## REQUIREMENT
Line by line, copy the data below exactly.

□ □ □ □ □

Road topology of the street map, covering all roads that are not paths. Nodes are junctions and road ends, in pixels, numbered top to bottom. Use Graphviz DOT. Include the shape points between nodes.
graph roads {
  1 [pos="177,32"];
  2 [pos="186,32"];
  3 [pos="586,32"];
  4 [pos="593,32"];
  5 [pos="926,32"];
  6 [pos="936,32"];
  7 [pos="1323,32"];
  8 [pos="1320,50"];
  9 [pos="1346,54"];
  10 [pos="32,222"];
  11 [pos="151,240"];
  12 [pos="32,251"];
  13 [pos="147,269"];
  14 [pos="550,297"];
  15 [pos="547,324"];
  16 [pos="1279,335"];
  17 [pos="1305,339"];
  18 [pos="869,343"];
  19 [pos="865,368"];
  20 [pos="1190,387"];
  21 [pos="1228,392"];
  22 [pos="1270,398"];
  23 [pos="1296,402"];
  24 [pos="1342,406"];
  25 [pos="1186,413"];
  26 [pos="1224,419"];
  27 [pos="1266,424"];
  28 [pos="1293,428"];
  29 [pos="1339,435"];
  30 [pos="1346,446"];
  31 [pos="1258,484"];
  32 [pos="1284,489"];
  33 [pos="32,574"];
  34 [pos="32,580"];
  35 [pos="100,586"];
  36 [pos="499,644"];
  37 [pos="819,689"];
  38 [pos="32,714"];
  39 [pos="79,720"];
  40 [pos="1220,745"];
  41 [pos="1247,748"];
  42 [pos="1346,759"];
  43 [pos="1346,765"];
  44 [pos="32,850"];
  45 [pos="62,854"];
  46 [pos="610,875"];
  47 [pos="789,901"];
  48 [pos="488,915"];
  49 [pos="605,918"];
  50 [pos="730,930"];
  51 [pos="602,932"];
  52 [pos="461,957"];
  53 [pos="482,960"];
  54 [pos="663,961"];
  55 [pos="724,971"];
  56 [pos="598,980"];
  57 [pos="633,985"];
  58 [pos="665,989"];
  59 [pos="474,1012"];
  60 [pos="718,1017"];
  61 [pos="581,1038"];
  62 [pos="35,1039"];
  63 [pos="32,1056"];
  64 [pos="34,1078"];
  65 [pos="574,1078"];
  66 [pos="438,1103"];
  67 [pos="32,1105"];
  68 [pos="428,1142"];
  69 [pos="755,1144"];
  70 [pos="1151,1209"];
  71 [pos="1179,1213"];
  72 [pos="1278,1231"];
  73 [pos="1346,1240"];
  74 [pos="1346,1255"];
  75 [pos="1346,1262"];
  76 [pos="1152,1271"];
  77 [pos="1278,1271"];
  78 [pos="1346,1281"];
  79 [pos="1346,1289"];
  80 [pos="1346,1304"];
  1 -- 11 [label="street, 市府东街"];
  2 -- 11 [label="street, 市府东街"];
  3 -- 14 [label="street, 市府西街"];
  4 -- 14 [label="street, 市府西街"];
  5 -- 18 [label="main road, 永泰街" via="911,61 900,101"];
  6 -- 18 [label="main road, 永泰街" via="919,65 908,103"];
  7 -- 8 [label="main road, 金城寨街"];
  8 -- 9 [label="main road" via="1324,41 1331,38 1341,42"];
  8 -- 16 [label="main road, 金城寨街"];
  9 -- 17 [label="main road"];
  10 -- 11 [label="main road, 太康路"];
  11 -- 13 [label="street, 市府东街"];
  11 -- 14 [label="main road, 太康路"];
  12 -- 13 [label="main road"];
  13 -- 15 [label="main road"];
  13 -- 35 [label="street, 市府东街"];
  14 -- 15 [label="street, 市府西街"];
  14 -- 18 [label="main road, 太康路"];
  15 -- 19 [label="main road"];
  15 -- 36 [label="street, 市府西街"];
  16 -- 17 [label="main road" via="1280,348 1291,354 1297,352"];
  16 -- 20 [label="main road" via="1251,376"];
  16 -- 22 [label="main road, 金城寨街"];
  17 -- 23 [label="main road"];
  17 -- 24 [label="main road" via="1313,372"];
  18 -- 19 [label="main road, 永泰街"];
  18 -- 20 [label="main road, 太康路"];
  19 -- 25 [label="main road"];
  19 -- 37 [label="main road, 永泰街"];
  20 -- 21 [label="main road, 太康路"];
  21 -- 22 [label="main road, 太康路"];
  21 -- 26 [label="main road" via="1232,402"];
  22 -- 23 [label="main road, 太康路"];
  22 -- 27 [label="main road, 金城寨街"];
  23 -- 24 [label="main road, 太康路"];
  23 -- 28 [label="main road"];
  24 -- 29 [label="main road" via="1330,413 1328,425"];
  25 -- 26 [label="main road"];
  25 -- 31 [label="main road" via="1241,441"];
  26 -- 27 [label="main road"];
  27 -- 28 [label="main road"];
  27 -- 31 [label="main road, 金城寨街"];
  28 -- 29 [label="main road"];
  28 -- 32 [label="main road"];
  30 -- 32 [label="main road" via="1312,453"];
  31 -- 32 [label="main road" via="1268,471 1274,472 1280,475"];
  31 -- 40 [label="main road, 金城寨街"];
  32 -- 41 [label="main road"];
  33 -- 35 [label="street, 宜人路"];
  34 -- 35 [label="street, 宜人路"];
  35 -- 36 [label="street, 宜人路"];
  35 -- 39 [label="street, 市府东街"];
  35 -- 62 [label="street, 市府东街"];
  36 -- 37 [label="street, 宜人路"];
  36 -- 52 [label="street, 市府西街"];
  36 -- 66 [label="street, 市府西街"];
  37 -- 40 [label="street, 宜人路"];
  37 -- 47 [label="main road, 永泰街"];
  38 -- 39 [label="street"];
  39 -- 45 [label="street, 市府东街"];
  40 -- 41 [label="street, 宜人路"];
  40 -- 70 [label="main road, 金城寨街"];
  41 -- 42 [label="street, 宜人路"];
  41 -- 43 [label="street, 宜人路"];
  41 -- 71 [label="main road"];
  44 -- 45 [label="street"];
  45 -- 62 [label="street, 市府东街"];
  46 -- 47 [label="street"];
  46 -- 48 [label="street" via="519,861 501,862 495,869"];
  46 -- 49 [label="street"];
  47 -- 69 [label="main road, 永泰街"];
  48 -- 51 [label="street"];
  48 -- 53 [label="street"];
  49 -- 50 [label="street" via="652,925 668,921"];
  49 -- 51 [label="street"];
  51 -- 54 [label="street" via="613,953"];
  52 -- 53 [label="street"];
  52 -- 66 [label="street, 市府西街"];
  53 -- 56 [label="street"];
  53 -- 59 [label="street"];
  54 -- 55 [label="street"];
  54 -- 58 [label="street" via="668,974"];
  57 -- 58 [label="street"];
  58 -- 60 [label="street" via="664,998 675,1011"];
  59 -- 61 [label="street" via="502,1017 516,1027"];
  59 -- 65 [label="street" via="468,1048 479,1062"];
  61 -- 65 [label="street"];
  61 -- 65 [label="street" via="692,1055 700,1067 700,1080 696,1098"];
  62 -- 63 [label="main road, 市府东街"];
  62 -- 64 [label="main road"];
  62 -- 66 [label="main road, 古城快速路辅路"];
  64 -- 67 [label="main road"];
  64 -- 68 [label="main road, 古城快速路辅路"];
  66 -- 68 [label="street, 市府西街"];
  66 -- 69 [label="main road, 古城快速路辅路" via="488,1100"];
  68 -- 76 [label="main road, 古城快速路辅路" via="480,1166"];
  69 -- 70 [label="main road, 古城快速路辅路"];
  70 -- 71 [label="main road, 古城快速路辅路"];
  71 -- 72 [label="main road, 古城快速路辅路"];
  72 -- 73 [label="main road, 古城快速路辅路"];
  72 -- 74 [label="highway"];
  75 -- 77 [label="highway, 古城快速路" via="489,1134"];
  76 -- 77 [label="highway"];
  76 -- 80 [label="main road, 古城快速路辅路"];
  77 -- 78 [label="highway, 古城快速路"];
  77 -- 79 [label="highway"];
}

□ □ □ □ □

## EXERCISE SOLUTION
Road topology of the street map, covering all roads that are not paths. Nodes are junctions and road ends, in pixels, numbered top to bottom. Use Graphviz DOT. Include the shape points between nodes.
graph roads {
  1 [pos="177,32"];
  2 [pos="186,32"];
  3 [pos="586,32"];
  4 [pos="593,32"];
  5 [pos="926,32"];
  6 [pos="936,32"];
  7 [pos="1323,32"];
  8 [pos="1320,50"];
  9 [pos="1346,54"];
  10 [pos="32,222"];
  11 [pos="151,240"];
  12 [pos="32,251"];
  13 [pos="147,269"];
  14 [pos="550,297"];
  15 [pos="547,324"];
  16 [pos="1279,335"];
  17 [pos="1305,339"];
  18 [pos="869,343"];
  19 [pos="865,368"];
  20 [pos="1190,387"];
  21 [pos="1228,392"];
  22 [pos="1270,398"];
  23 [pos="1296,402"];
  24 [pos="1342,406"];
  25 [pos="1186,413"];
  26 [pos="1224,419"];
  27 [pos="1266,424"];
  28 [pos="1293,428"];
  29 [pos="1339,435"];
  30 [pos="1346,446"];
  31 [pos="1258,484"];
  32 [pos="1284,489"];
  33 [pos="32,574"];
  34 [pos="32,580"];
  35 [pos="100,586"];
  36 [pos="499,644"];
  37 [pos="819,689"];
  38 [pos="32,714"];
  39 [pos="79,720"];
  40 [pos="1220,745"];
  41 [pos="1247,748"];
  42 [pos="1346,759"];
  43 [pos="1346,765"];
  44 [pos="32,850"];
  45 [pos="62,854"];
  46 [pos="610,875"];
  47 [pos="789,901"];
  48 [pos="488,915"];
  49 [pos="605,918"];
  50 [pos="730,930"];
  51 [pos="602,932"];
  52 [pos="461,957"];
  53 [pos="482,960"];
  54 [pos="663,961"];
  55 [pos="724,971"];
  56 [pos="598,980"];
  57 [pos="633,985"];
  58 [pos="665,989"];
  59 [pos="474,1012"];
  60 [pos="718,1017"];
  61 [pos="581,1038"];
  62 [pos="35,1039"];
  63 [pos="32,1056"];
  64 [pos="34,1078"];
  65 [pos="574,1078"];
  66 [pos="438,1103"];
  67 [pos="32,1105"];
  68 [pos="428,1142"];
  69 [pos="755,1144"];
  70 [pos="1151,1209"];
  71 [pos="1179,1213"];
  72 [pos="1278,1231"];
  73 [pos="1346,1240"];
  74 [pos="1346,1255"];
  75 [pos="1346,1262"];
  76 [pos="1152,1271"];
  77 [pos="1278,1271"];
  78 [pos="1346,1281"];
  79 [pos="1346,1289"];
  80 [pos="1346,1304"];
  1 -- 11 [label="street, 市府东街"];
  2 -- 11 [label="street, 市府东街"];
  3 -- 14 [label="street, 市府西街"];
  4 -- 14 [label="street, 市府西街"];
  5 -- 18 [label="main road, 永泰街" via="911,61 900,101"];
  6 -- 18 [label="main road, 永泰街" via="919,65 908,103"];
  7 -- 8 [label="main road, 金城寨街"];
  8 -- 9 [label="main road" via="1324,41 1331,38 1341,42"];
  8 -- 16 [label="main road, 金城寨街"];
  9 -- 17 [label="main road"];
  10 -- 11 [label="main road, 太康路"];
  11 -- 13 [label="street, 市府东街"];
  11 -- 14 [label="main road, 太康路"];
  12 -- 13 [label="main road"];
  13 -- 15 [label="main road"];
  13 -- 35 [label="street, 市府东街"];
  14 -- 15 [label="street, 市府西街"];
  14 -- 18 [label="main road, 太康路"];
  15 -- 19 [label="main road"];
  15 -- 36 [label="street, 市府西街"];
  16 -- 17 [label="main road" via="1280,348 1291,354 1297,352"];
  16 -- 20 [label="main road" via="1251,376"];
  16 -- 22 [label="main road, 金城寨街"];
  17 -- 23 [label="main road"];
  17 -- 24 [label="main road" via="1313,372"];
  18 -- 19 [label="main road, 永泰街"];
  18 -- 20 [label="main road, 太康路"];
  19 -- 25 [label="main road"];
  19 -- 37 [label="main road, 永泰街"];
  20 -- 21 [label="main road, 太康路"];
  21 -- 22 [label="main road, 太康路"];
  21 -- 26 [label="main road" via="1232,402"];
  22 -- 23 [label="main road, 太康路"];
  22 -- 27 [label="main road, 金城寨街"];
  23 -- 24 [label="main road, 太康路"];
  23 -- 28 [label="main road"];
  24 -- 29 [label="main road" via="1330,413 1328,425"];
  25 -- 26 [label="main road"];
  25 -- 31 [label="main road" via="1241,441"];
  26 -- 27 [label="main road"];
  27 -- 28 [label="main road"];
  27 -- 31 [label="main road, 金城寨街"];
  28 -- 29 [label="main road"];
  28 -- 32 [label="main road"];
  30 -- 32 [label="main road" via="1312,453"];
  31 -- 32 [label="main road" via="1268,471 1274,472 1280,475"];
  31 -- 40 [label="main road, 金城寨街"];
  32 -- 41 [label="main road"];
  33 -- 35 [label="street, 宜人路"];
  34 -- 35 [label="street, 宜人路"];
  35 -- 36 [label="street, 宜人路"];
  35 -- 39 [label="street, 市府东街"];
  35 -- 62 [label="street, 市府东街"];
  36 -- 37 [label="street, 宜人路"];
  36 -- 52 [label="street, 市府西街"];
  36 -- 66 [label="street, 市府西街"];
  37 -- 40 [label="street, 宜人路"];
  37 -- 47 [label="main road, 永泰街"];
  38 -- 39 [label="street"];
  39 -- 45 [label="street, 市府东街"];
  40 -- 41 [label="street, 宜人路"];
  40 -- 70 [label="main road, 金城寨街"];
  41 -- 42 [label="street, 宜人路"];
  41 -- 43 [label="street, 宜人路"];
  41 -- 71 [label="main road"];
  44 -- 45 [label="street"];
  45 -- 62 [label="street, 市府东街"];
  46 -- 47 [label="street"];
  46 -- 48 [label="street" via="519,861 501,862 495,869"];
  46 -- 49 [label="street"];
  47 -- 69 [label="main road, 永泰街"];
  48 -- 51 [label="street"];
  48 -- 53 [label="street"];
  49 -- 50 [label="street" via="652,925 668,921"];
  49 -- 51 [label="street"];
  51 -- 54 [label="street" via="613,953"];
  52 -- 53 [label="street"];
  52 -- 66 [label="street, 市府西街"];
  53 -- 56 [label="street"];
  53 -- 59 [label="street"];
  54 -- 55 [label="street"];
  54 -- 58 [label="street" via="668,974"];
  57 -- 58 [label="street"];
  58 -- 60 [label="street" via="664,998 675,1011"];
  59 -- 61 [label="street" via="502,1017 516,1027"];
  59 -- 65 [label="street" via="468,1048 479,1062"];
  61 -- 65 [label="street"];
  61 -- 65 [label="street" via="692,1055 700,1067 700,1080 696,1098"];
  62 -- 63 [label="main road, 市府东街"];
  62 -- 64 [label="main road"];
  62 -- 66 [label="main road, 古城快速路辅路"];
  64 -- 67 [label="main road"];
  64 -- 68 [label="main road, 古城快速路辅路"];
  66 -- 68 [label="street, 市府西街"];
  66 -- 69 [label="main road, 古城快速路辅路" via="488,1100"];
  68 -- 76 [label="main road, 古城快速路辅路" via="480,1166"];
  69 -- 70 [label="main road, 古城快速路辅路"];
  70 -- 71 [label="main road, 古城快速路辅路"];
  71 -- 72 [label="main road, 古城快速路辅路"];
  72 -- 73 [label="main road, 古城快速路辅路"];
  72 -- 74 [label="highway"];
  75 -- 77 [label="highway, 古城快速路" via="489,1134"];
  76 -- 77 [label="highway"];
  76 -- 80 [label="main road, 古城快速路辅路"];
  77 -- 78 [label="highway, 古城快速路"];
  77 -- 79 [label="highway"];
}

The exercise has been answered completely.